"""
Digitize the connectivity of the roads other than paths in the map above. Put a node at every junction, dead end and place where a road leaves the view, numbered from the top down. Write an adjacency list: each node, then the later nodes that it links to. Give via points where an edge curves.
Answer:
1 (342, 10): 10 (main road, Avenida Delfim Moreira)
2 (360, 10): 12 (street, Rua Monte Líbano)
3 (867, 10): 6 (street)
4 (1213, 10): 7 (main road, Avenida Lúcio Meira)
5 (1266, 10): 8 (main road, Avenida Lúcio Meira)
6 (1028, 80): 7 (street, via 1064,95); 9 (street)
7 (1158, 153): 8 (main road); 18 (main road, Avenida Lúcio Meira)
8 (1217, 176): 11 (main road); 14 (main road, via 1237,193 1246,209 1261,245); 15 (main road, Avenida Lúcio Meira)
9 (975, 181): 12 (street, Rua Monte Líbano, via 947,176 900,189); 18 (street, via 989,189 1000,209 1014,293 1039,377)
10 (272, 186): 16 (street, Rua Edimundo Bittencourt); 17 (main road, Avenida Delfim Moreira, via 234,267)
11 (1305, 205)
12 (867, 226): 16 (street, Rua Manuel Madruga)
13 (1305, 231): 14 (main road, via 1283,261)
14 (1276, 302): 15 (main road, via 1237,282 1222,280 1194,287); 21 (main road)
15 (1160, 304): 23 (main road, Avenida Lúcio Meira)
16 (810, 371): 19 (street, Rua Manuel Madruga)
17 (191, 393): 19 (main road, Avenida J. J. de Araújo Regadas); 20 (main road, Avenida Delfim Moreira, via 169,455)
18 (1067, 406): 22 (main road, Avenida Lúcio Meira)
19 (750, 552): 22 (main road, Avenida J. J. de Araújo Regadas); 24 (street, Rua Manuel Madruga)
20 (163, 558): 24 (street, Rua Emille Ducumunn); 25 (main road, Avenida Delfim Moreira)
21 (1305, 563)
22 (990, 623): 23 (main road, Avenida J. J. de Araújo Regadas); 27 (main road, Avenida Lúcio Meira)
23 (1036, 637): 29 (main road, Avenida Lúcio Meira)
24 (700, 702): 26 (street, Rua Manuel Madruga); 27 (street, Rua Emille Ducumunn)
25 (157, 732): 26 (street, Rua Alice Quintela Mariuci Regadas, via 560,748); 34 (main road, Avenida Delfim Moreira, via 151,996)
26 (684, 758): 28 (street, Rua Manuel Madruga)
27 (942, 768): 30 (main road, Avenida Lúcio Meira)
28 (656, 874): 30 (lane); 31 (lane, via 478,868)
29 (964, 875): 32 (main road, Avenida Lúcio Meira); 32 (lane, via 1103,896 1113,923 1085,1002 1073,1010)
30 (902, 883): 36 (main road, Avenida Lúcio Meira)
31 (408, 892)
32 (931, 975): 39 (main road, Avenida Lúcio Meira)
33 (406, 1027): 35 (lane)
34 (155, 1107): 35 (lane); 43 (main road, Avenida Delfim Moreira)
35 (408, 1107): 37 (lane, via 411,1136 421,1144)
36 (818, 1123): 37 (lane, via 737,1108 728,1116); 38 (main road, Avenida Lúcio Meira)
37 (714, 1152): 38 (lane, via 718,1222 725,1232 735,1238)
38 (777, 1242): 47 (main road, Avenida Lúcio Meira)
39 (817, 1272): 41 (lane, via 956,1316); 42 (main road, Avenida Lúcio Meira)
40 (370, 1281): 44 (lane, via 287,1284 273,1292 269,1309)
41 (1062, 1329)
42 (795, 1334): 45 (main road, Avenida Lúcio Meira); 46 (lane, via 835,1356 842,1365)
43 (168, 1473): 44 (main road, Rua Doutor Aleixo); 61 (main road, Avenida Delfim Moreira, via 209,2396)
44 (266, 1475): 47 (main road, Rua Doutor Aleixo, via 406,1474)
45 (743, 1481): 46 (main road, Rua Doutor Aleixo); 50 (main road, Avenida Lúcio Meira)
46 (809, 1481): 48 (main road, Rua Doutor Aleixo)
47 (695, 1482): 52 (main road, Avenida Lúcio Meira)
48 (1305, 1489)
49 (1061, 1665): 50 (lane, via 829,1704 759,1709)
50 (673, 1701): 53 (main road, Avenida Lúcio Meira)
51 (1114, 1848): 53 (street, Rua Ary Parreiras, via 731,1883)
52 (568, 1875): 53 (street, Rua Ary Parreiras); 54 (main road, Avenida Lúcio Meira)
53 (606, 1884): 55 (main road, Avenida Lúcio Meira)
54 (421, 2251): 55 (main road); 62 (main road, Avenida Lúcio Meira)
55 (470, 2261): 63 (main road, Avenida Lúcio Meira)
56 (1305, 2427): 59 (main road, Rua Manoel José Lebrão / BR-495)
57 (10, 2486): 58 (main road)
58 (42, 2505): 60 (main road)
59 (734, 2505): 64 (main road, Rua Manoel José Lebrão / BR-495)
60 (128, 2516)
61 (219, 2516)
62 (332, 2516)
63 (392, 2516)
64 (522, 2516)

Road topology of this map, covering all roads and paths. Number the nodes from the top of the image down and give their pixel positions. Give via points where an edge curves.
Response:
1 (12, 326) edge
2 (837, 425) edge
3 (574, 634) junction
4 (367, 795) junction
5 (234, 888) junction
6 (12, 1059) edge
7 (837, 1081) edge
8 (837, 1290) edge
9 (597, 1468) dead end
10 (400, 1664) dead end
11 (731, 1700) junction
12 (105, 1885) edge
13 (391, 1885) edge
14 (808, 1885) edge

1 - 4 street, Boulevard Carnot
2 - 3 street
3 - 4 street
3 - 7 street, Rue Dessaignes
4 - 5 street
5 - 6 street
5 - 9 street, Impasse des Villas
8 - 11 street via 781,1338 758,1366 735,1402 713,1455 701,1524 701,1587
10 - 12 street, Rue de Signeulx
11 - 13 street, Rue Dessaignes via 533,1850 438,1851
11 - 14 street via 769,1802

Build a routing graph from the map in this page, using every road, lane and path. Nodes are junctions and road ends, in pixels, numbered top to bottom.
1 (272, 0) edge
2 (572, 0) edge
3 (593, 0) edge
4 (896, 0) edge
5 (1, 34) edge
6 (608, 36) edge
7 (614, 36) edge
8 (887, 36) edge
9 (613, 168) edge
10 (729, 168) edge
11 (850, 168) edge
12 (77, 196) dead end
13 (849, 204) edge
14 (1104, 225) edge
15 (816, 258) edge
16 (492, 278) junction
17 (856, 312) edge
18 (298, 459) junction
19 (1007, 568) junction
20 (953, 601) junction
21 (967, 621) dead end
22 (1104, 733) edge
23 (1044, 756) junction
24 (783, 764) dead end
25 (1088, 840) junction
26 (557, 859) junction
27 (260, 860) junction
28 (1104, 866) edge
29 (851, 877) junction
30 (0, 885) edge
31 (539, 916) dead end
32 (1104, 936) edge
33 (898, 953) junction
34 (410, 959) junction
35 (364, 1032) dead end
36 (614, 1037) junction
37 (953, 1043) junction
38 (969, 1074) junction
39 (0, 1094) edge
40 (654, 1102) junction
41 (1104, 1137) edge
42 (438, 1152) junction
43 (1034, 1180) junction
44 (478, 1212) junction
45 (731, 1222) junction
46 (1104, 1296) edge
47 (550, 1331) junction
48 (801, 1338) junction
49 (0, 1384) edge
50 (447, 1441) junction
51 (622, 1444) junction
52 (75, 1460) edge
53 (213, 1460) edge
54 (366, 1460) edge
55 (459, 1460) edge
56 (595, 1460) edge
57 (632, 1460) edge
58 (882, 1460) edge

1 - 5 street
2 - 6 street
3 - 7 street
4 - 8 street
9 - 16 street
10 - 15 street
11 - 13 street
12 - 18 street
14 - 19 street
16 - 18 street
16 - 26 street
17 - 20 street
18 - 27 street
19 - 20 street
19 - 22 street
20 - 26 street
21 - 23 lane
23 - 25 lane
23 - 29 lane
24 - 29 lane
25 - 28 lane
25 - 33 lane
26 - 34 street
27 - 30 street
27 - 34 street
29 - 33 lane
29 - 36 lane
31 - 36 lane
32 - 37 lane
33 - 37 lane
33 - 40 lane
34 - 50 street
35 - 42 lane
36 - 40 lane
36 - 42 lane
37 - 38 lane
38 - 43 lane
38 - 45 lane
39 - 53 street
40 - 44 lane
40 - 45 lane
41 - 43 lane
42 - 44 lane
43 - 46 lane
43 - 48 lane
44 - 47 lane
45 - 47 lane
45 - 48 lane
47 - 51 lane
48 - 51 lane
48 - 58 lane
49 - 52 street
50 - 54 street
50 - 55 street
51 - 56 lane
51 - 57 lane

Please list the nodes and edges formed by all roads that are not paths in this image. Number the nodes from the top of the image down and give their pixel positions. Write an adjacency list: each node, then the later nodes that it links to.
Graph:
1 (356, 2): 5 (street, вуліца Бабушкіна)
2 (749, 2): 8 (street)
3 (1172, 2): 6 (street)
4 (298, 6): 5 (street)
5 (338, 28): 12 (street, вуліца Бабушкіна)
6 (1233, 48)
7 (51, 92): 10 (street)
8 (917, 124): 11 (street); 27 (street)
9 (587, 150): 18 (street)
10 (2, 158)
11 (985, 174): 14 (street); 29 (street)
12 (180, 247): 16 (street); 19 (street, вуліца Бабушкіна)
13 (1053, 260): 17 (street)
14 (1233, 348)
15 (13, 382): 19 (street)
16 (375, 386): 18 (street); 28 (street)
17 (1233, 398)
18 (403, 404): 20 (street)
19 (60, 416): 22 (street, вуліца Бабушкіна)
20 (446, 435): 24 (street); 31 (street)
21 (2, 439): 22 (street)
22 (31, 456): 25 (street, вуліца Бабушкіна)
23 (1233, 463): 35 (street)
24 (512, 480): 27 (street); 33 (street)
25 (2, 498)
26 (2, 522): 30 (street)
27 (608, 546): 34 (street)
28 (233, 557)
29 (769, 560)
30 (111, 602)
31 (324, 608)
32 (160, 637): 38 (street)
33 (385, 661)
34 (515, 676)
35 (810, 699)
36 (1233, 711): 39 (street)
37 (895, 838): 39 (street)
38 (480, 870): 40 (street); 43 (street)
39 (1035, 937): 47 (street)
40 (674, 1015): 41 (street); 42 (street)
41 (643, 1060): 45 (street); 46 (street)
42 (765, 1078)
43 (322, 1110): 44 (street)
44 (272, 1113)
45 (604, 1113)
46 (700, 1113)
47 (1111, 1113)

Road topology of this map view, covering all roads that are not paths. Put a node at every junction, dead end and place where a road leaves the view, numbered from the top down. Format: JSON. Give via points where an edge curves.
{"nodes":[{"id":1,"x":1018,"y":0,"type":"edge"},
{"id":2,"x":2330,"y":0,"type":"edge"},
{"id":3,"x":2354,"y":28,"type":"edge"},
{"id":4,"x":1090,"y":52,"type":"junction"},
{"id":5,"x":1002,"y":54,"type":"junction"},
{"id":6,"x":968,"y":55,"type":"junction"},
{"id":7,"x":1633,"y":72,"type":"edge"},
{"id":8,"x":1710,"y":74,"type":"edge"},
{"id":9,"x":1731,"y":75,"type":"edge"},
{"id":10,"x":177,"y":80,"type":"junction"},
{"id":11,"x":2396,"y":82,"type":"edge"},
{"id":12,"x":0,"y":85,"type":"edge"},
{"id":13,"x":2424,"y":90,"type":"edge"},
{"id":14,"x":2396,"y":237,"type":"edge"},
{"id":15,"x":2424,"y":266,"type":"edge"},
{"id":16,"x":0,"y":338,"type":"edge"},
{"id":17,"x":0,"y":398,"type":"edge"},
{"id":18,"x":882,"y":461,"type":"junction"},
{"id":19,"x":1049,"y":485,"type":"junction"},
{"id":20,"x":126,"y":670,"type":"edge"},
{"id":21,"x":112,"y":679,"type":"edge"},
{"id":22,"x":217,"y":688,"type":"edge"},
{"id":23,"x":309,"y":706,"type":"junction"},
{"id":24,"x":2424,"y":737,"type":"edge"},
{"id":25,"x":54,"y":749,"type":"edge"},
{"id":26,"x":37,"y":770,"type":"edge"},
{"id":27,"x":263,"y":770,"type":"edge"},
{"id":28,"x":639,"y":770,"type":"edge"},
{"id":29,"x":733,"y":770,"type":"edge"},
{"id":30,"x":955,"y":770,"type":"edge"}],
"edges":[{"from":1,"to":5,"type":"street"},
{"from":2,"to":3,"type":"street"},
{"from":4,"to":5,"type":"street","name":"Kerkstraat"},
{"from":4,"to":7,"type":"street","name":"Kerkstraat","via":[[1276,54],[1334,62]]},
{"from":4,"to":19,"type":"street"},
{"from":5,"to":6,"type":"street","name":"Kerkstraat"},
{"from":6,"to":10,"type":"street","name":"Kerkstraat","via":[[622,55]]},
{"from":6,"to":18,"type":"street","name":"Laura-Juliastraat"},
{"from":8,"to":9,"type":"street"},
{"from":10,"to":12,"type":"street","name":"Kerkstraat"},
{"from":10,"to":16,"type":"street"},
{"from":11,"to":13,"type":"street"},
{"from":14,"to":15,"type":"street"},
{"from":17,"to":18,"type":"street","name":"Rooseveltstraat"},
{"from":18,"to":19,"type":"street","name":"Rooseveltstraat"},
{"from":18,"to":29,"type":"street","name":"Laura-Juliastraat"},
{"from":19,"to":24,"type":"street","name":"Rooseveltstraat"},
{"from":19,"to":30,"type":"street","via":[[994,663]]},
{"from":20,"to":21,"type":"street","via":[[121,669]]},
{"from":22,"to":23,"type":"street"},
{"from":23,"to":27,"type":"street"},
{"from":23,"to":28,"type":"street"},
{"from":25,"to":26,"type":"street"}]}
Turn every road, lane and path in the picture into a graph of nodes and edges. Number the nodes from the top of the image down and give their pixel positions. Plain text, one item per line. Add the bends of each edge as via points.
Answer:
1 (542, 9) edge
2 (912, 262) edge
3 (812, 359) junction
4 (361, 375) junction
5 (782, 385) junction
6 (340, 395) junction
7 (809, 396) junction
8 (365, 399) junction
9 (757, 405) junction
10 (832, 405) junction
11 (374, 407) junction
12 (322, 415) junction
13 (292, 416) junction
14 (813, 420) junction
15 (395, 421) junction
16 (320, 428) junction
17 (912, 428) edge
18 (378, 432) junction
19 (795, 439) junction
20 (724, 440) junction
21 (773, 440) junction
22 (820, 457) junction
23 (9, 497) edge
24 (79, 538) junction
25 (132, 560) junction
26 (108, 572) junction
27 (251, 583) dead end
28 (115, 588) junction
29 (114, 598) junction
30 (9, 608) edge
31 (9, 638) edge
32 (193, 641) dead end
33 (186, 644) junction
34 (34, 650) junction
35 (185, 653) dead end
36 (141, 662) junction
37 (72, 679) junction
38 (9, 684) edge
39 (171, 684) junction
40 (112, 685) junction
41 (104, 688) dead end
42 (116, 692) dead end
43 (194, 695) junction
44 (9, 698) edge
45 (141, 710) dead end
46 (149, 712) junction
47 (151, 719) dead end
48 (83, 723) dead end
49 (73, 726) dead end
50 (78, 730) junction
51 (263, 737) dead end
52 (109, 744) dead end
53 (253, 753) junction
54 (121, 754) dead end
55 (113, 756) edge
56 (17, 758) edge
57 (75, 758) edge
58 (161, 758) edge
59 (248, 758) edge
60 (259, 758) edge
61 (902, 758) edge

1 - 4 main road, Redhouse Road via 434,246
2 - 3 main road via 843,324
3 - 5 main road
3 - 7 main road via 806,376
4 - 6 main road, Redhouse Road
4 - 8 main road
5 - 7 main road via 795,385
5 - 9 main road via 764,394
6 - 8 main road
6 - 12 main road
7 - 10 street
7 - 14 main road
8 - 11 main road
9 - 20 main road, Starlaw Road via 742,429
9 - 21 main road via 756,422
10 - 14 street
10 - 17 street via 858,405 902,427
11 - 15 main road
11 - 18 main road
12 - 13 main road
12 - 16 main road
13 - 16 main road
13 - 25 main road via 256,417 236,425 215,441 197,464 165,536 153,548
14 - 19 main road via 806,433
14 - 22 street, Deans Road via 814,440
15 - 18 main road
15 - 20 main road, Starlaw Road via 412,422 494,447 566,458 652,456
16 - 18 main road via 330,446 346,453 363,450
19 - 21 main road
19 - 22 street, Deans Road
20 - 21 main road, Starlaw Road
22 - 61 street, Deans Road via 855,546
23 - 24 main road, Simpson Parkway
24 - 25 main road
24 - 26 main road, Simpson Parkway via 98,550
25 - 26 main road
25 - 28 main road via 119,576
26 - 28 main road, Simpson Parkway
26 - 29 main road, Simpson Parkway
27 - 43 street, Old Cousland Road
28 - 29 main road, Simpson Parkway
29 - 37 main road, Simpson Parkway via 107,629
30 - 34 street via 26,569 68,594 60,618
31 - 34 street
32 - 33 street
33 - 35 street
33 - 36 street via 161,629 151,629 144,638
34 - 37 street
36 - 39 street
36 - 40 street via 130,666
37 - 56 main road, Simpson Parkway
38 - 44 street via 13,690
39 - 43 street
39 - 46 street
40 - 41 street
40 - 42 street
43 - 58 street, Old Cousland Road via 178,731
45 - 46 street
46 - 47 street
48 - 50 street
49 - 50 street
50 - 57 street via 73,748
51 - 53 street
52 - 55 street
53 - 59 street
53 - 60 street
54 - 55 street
"""
• TASK: Take every line above that includes "Dessaignes" and list it.

• ANSWER FOR THE TASK:
3 - 7 street, Rue Dessaignes
11 - 13 street, Rue Dessaignes via 533,1850 438,1851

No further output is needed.